Natur und Kunst, sie scheinen sich zu fliehen,
Und haben sich, eh' man es denkt, gefunden;
Der Widerwille ist auch mir verschwunden,
Und beide scheinen gleich mich anzuziehen.
Es gilt wohl nur ein redliches Bemühen!
Und wenn wir erst in abgemeßnen Stunden
Mit Geist und Fleiß uns an die Kunst gebunden,
Mag frei Natur im Herzen wieder glühen.
So ist's mit aller Bildung auch beschaffen:
Vergebens werden ungebundne Geister
Nach der Vollendung reiner Höhe streben.
Wer Großes will, muß sich zusammen raffen;
In der Beschränkung zeigt sich erst der Meister,
Und das Gesetz nur kann uns Freiheit geben.

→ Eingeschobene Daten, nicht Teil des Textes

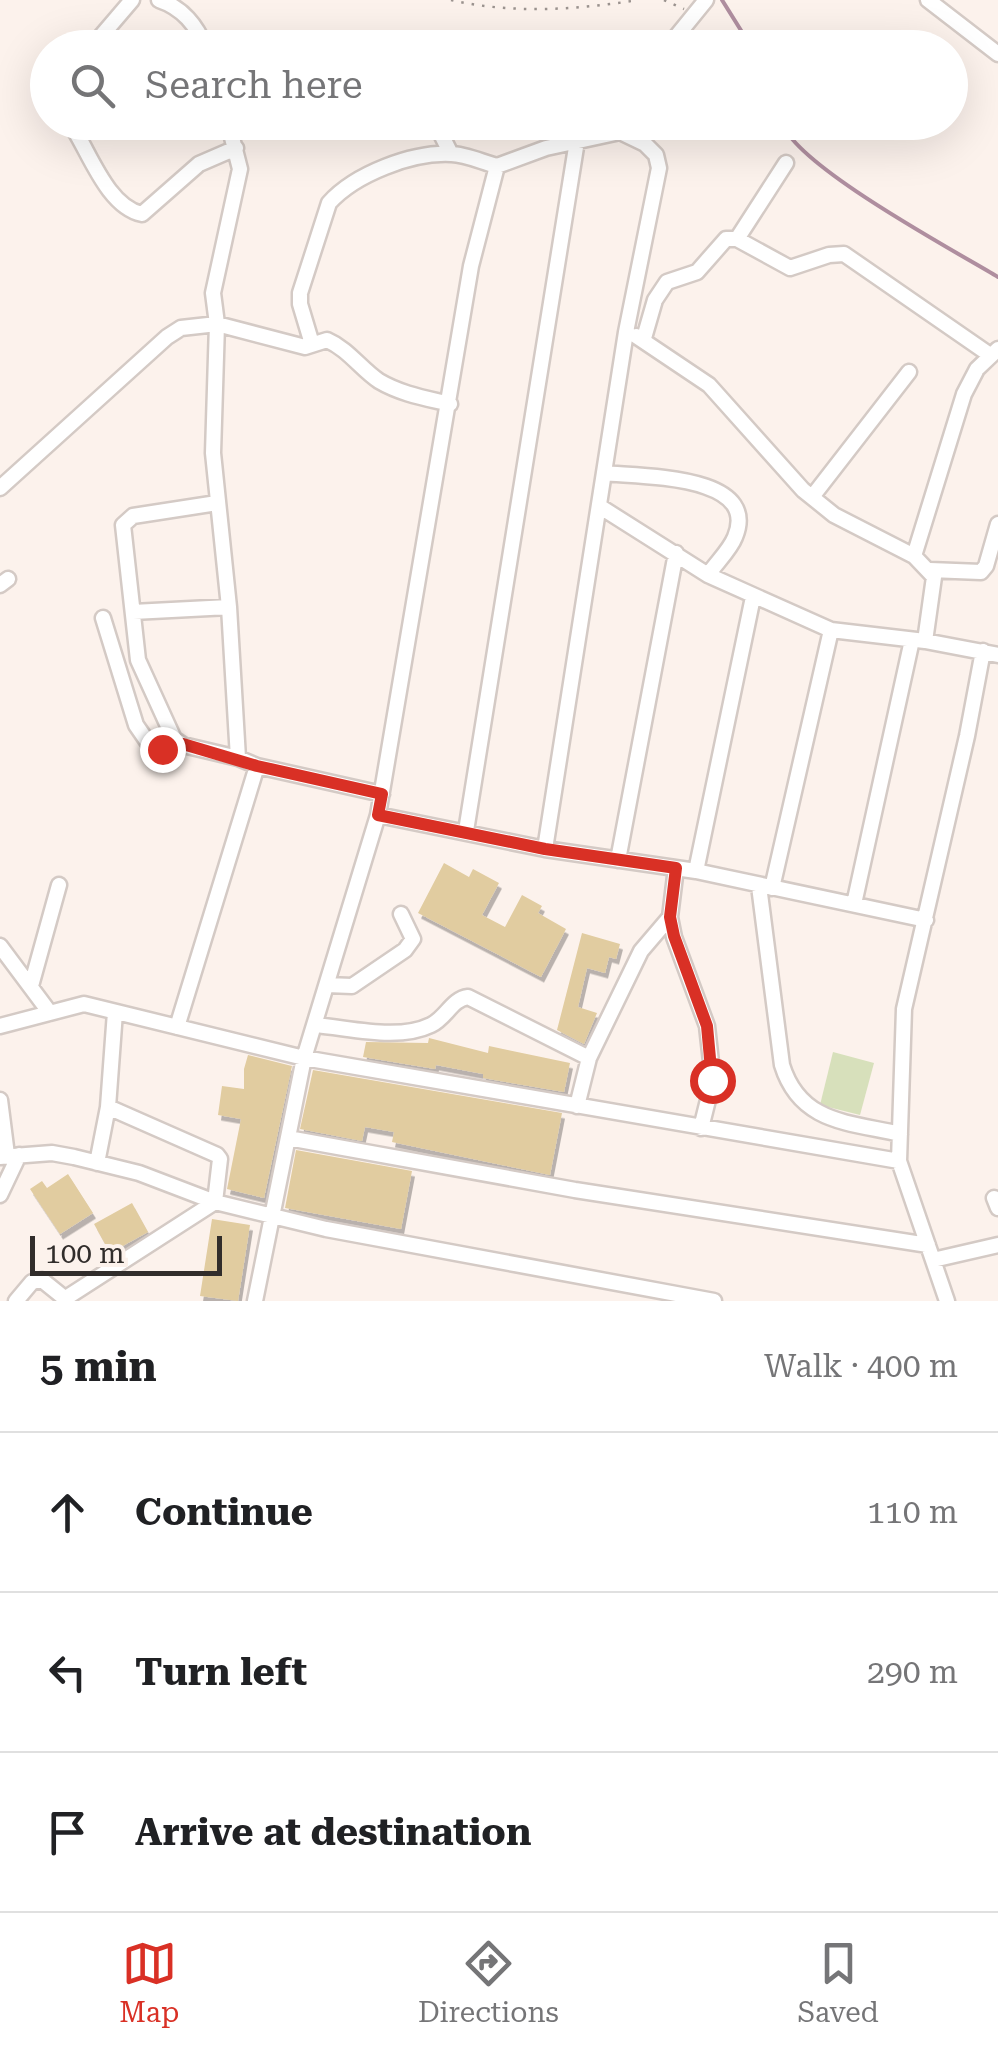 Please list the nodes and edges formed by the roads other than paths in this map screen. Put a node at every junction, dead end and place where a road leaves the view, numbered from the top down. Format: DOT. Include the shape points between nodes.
graph roads {
  1 [pos="132,0"];
  2 [pos="158,0"];
  3 [pos="706,0"];
  4 [pos="928,0"];
  5 [pos="106,30"];
  6 [pos="198,30"];
  7 [pos="681,30"];
  8 [pos="967,30"];
  9 [pos="968,31"];
  10 [pos="998,54"];
  11 [pos="80,140"];
  12 [pos="234,140"];
  13 [pos="444,140"];
  14 [pos="580,140"];
  15 [pos="639,140"];
  16 [pos="577,141"];
  17 [pos="236,148"];
  18 [pos="451,154"];
  19 [pos="786,163"];
  20 [pos="496,166"];
  21 [pos="736,239"];
  22 [pos="217,324"];
  23 [pos="626,332"];
  24 [pos="644,338"];
  25 [pos="312,344"];
  26 [pos="994,352"];
  27 [pos="909,372"];
  28 [pos="450,404"];
  29 [pos="604,473"];
  30 [pos="0,488"];
  31 [pos="812,497"];
  32 [pos="216,503"];
  33 [pos="599,506"];
  34 [pos="998,524"];
  35 [pos="676,554"];
  36 [pos="914,556"];
  37 [pos="930,570"];
  38 [pos="708,574"];
  39 [pos="753,598"];
  40 [pos="229,607"];
  41 [pos="133,612"];
  42 [pos="102,618"];
  43 [pos="831,630"];
  44 [pos="918,640"];
  45 [pos="990,653"];
  46 [pos="183,744"];
  47 [pos="238,758"];
  48 [pos="257,766"];
  49 [pos="382,794"];
  50 [pos="378,815"];
  51 [pos="466,831"];
  52 [pos="545,849"];
  53 [pos="618,860"];
  54 [pos="676,868"];
  55 [pos="696,871"];
  56 [pos="60,885"];
  57 [pos="766,887"];
  58 [pos="854,904"];
  59 [pos="401,914"];
  60 [pos="670,917"];
  61 [pos="926,920"];
  62 [pos="0,946"];
  63 [pos="328,985"];
  64 [pos="30,986"];
  65 [pos="114,1012"];
  66 [pos="50,1013"];
  67 [pos="314,1025"];
  68 [pos="0,1026"];
  69 [pos="177,1027"];
  70 [pos="304,1058"];
  71 [pos="588,1058"];
  72 [pos="0,1100"];
  73 [pos="577,1106"];
  74 [pos="108,1107"];
  75 [pos="702,1128"];
  76 [pos="900,1134"];
  77 [pos="288,1138"];
  78 [pos="8,1156"];
  79 [pos="899,1161"];
  80 [pos="97,1163"];
  81 [pos="0,1195"];
  82 [pos="215,1202"];
  83 [pos="271,1214"];
  84 [pos="998,1245"];
  85 [pos="930,1252"];
  86 [pos="67,1300"];
  87 [pos="16,1301"];
  88 [pos="255,1301"];
  89 [pos="714,1301"];
  90 [pos="948,1301"];
  1 -- 5 [label="street"];
  2 -- 6 [label="street"];
  3 -- 7 [label="street"];
  4 -- 8 [label="street"];
  9 -- 10 [label="street"];
  11 -- 17 [label="street" via="116,199 142,214 199,164"];
  12 -- 17 [label="street"];
  13 -- 18 [label="street"];
  14 -- 16 [label="street"];
  15 -- 23 [label="street" via="656,155 659,168"];
  16 -- 20 [label="street"];
  16 -- 51 [label="street"];
  17 -- 22 [label="street" via="240,169 213,293"];
  18 -- 20 [label="street"];
  18 -- 25 [label="street" via="390,164 357,178 329,202 300,294"];
  19 -- 21 [label="street"];
  20 -- 28 [label="street" via="471,266"];
  21 -- 24 [label="street" via="726,239 697,272 667,282"];
  21 -- 26 [label="street" via="790,268 844,254"];
  22 -- 25 [label="street" via="295,346"];
  22 -- 30 [label="street" via="168,336"];
  22 -- 32 [label="street"];
  23 -- 24 [label="street"];
  23 -- 29 [label="street"];
  24 -- 31 [label="street" via="710,386"];
  25 -- 28 [label="street" via="328,340 377,380"];
  26 -- 36 [label="street" via="976,368 964,394"];
  27 -- 31 [label="street"];
  28 -- 49 [label="street"];
  29 -- 33 [label="street"];
  29 -- 38 [label="street" via="697,483 733,500 739,510 735,537"];
  31 -- 36 [label="street"];
  32 -- 40 [label="street"];
  32 -- 41 [label="street" via="126,519"];
  33 -- 35 [label="street"];
  33 -- 52 [label="street"];
  34 -- 37 [label="street" via="981,572"];
  35 -- 38 [label="street"];
  35 -- 53 [label="street"];
  36 -- 37 [label="street"];
  37 -- 44 [label="street" via="934,577"];
  38 -- 39 [label="street"];
  39 -- 43 [label="street"];
  39 -- 55 [label="street"];
  40 -- 41 [label="street"];
  40 -- 47 [label="street"];
  41 -- 46 [label="street" via="138,660 174,739"];
  42 -- 46 [label="street" via="136,725 162,749"];
  43 -- 44 [label="street"];
  43 -- 57 [label="street"];
  44 -- 45 [label="street"];
  44 -- 58 [label="street"];
  45 -- 61 [label="street"];
  46 -- 47 [label="street"];
  47 -- 48 [label="street"];
  48 -- 49 [label="street"];
  48 -- 69 [label="street"];
  49 -- 50 [label="street"];
  50 -- 51 [label="street"];
  50 -- 63 [label="street"];
  51 -- 52 [label="street"];
  52 -- 53 [label="street"];
  53 -- 54 [label="street"];
  54 -- 55 [label="street"];
  54 -- 60 [label="street"];
  55 -- 57 [label="street"];
  56 -- 64 [label="street"];
  57 -- 58 [label="street"];
  57 -- 76 [label="street" via="788,1087 822,1116"];
  58 -- 61 [label="street"];
  59 -- 63 [label="street" via="412,939 404,950 352,986"];
  60 -- 71 [label="street" via="641,951"];
  60 -- 75 [label="street" via="707,1026 712,1080"];
  61 -- 76 [label="street" via="904,1009"];
  62 -- 64 [label="street"];
  63 -- 67 [label="street"];
  64 -- 66 [label="street"];
  65 -- 66 [label="street" via="84,1004"];
  65 -- 69 [label="street"];
  65 -- 74 [label="street"];
  66 -- 68 [label="street"];
  67 -- 70 [label="street"];
  67 -- 71 [label="street" via="409,1034 435,1024 468,997"];
  69 -- 70 [label="street"];
  70 -- 73 [label="street"];
  70 -- 77 [label="street"];
  71 -- 73 [label="street"];
  72 -- 78 [label="street"];
  73 -- 75 [label="street"];
  74 -- 80 [label="street"];
  74 -- 82 [label="street" via="218,1155"];
  75 -- 79 [label="street"];
  76 -- 79 [label="street"];
  77 -- 83 [label="street"];
  77 -- 85 [label="street"];
  78 -- 80 [label="street" via="52,1153"];
  78 -- 81 [label="street"];
  79 -- 85 [label="street"];
  80 -- 82 [label="street"];
  82 -- 83 [label="street"];
  82 -- 86 [label="street"];
  83 -- 88 [label="street"];
  83 -- 89 [label="street"];
  84 -- 85 [label="street"];
  85 -- 90 [label="street"];
  86 -- 87 [label="street" via="42,1280"];
} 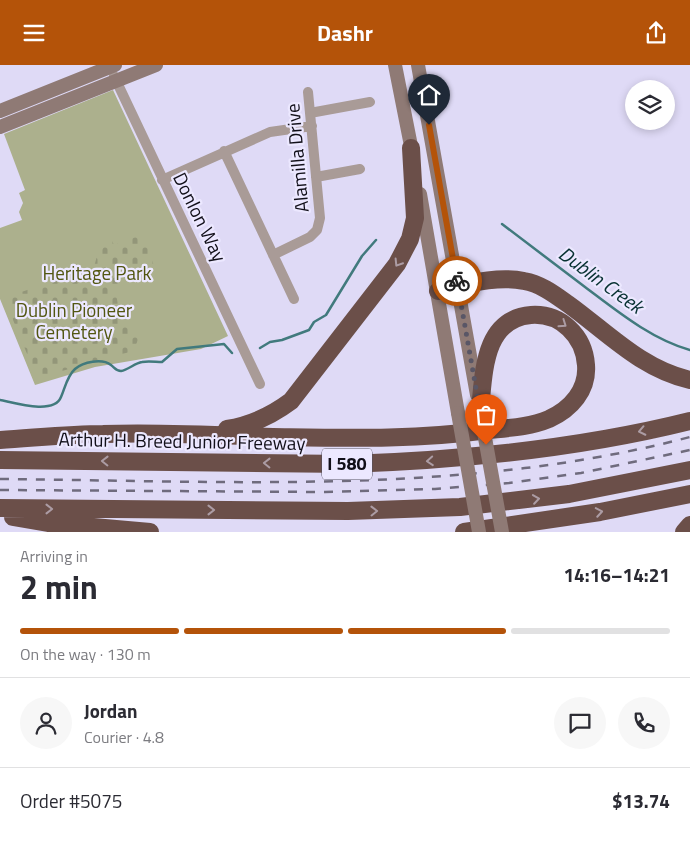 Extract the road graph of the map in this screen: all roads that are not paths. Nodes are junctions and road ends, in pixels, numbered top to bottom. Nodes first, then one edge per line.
1 (156, 65) edge
2 (395, 65) edge
3 (418, 65) edge
4 (111, 66) edge
5 (116, 81) junction
6 (308, 93) dead end
7 (370, 102) dead end
8 (0, 111) edge
9 (310, 113) junction
10 (312, 126) junction
11 (0, 127) edge
12 (412, 148) junction
13 (224, 151) junction
14 (360, 169) dead end
15 (316, 177) junction
16 (162, 180) junction
17 (273, 255) junction
18 (458, 286) junction
19 (438, 291) junction
20 (294, 299) dead end
21 (690, 380) edge
22 (260, 384) dead end
23 (480, 410) junction
24 (690, 421) edge
25 (187, 435) junction
26 (0, 440) edge
27 (0, 460) edge
28 (690, 470) edge
29 (690, 494) edge
30 (0, 508) edge
31 (0, 513) edge
32 (690, 525) edge
33 (150, 532) edge
34 (464, 532) edge
35 (479, 532) edge
36 (502, 532) edge
37 (684, 532) edge

1 - 5 main road
2 - 12 main road
3 - 18 main road
4 - 5 street, Donlon Way
4 - 8 main road
5 - 11 main road
5 - 16 street, Donlon Way
6 - 9 street, Alamilla Drive
7 - 9 street
9 - 10 street, Alamilla Drive
10 - 13 street
10 - 15 street, Alamilla Drive
12 - 19 main road
12 -> 25 highway
13 - 16 street
13 - 17 street
14 - 15 street
15 - 17 street, Alamilla Drive
16 - 22 street, Donlon Way
17 - 20 street
18 - 19 highway
18 - 21 highway
18 - 23 main road
19 - 35 main road, bridge
23 -> 25 highway
23 - 36 main road, bridge
24 -> 27 highway, Arthur H. Breed Junior Freeway / I 580
25 - 26 highway
30 -> 28 highway
34 -> 29 highway
31 - 33 highway
32 - 37 highway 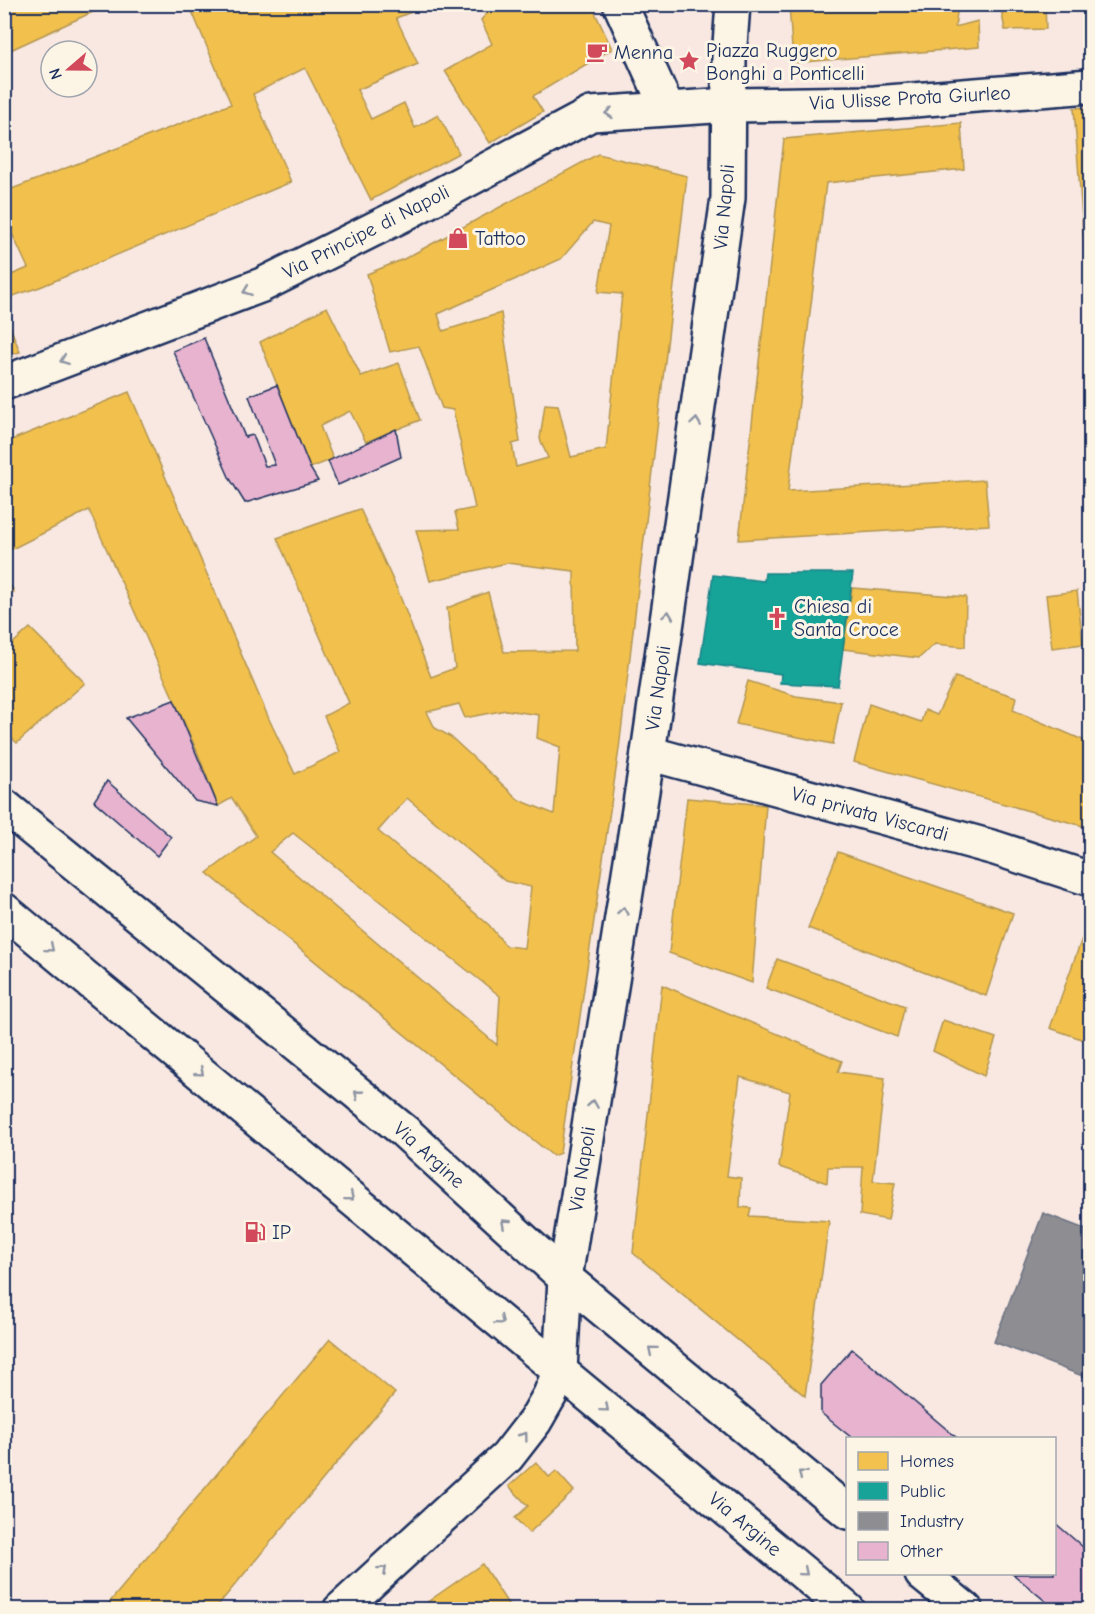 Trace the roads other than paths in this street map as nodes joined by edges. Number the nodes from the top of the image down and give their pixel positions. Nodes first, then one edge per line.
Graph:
1 (620, 4) edge
2 (734, 4) edge
3 (1090, 86) edge
4 (729, 105) junction
5 (667, 108) junction
6 (4, 383) edge
7 (648, 753) junction
8 (4, 806) edge
9 (1090, 879) edge
10 (4, 910) edge
11 (565, 1278) junction
12 (560, 1370) junction
13 (846, 1510) edge
14 (923, 1575) edge
15 (340, 1610) edge
16 (848, 1610) edge
17 (966, 1610) edge

1 - 5 street
2 - 4 street, Via Napoli
3 - 4 street, Via Ulisse Prota Giurleo
4 - 5 street, Via Principe di Napoli
7 -> 4 street, Via Napoli
5 -> 6 street, Via Principe di Napoli
7 - 9 street, Via privata Viscardi
11 -> 7 street, Via Napoli
11 -> 8 street, Via Argine
10 -> 12 street, Via Argine
11 - 12 street, Via Napoli
13 -> 11 street, Via Argine
15 -> 12 street, Via Napoli
12 -> 16 street, Via Argine
14 - 17 street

Sonett des ehemaligen Stürmer und Drängers Goethe
Sturm und Drang war eine Strömung der deutschen Literatur in der Epoche der Aufklärung, die etwa von 1765 bis 1785 hauptsächlich von jungen, etwa 20- bis 30-jährigen Autoren getragen wurde. Wegen der „Verherrlichung des ‚Originalgenies‘ als Urbild des höheren Menschen und Künstlers“ (Gero von Wilpert)[1] wird diese Strömung auch als Geniezeit oder Genieperiode bezeichnet.
Die Bezeichnung Sturm und Drang kam in den 1820er Jahren auf. [...] In der zweiten Hälfte des 18. Jahrhunderts wurde das philosophische und literarische Leben im deutschen Sprachraum weitestgehend von der Aufklärung bestimmt. Der Verstand war die bestimmende Größe der Zeit, durch dessen freien Einsatz, wie Kant 1784 formulierte, der „Ausgang des Menschen aus seiner selbst verschuldeten Unmündigkeit“ erreicht werden soll. Literatur sollte den Leser moralisch bilden, ihn erhellen und seine Vernunft wecken.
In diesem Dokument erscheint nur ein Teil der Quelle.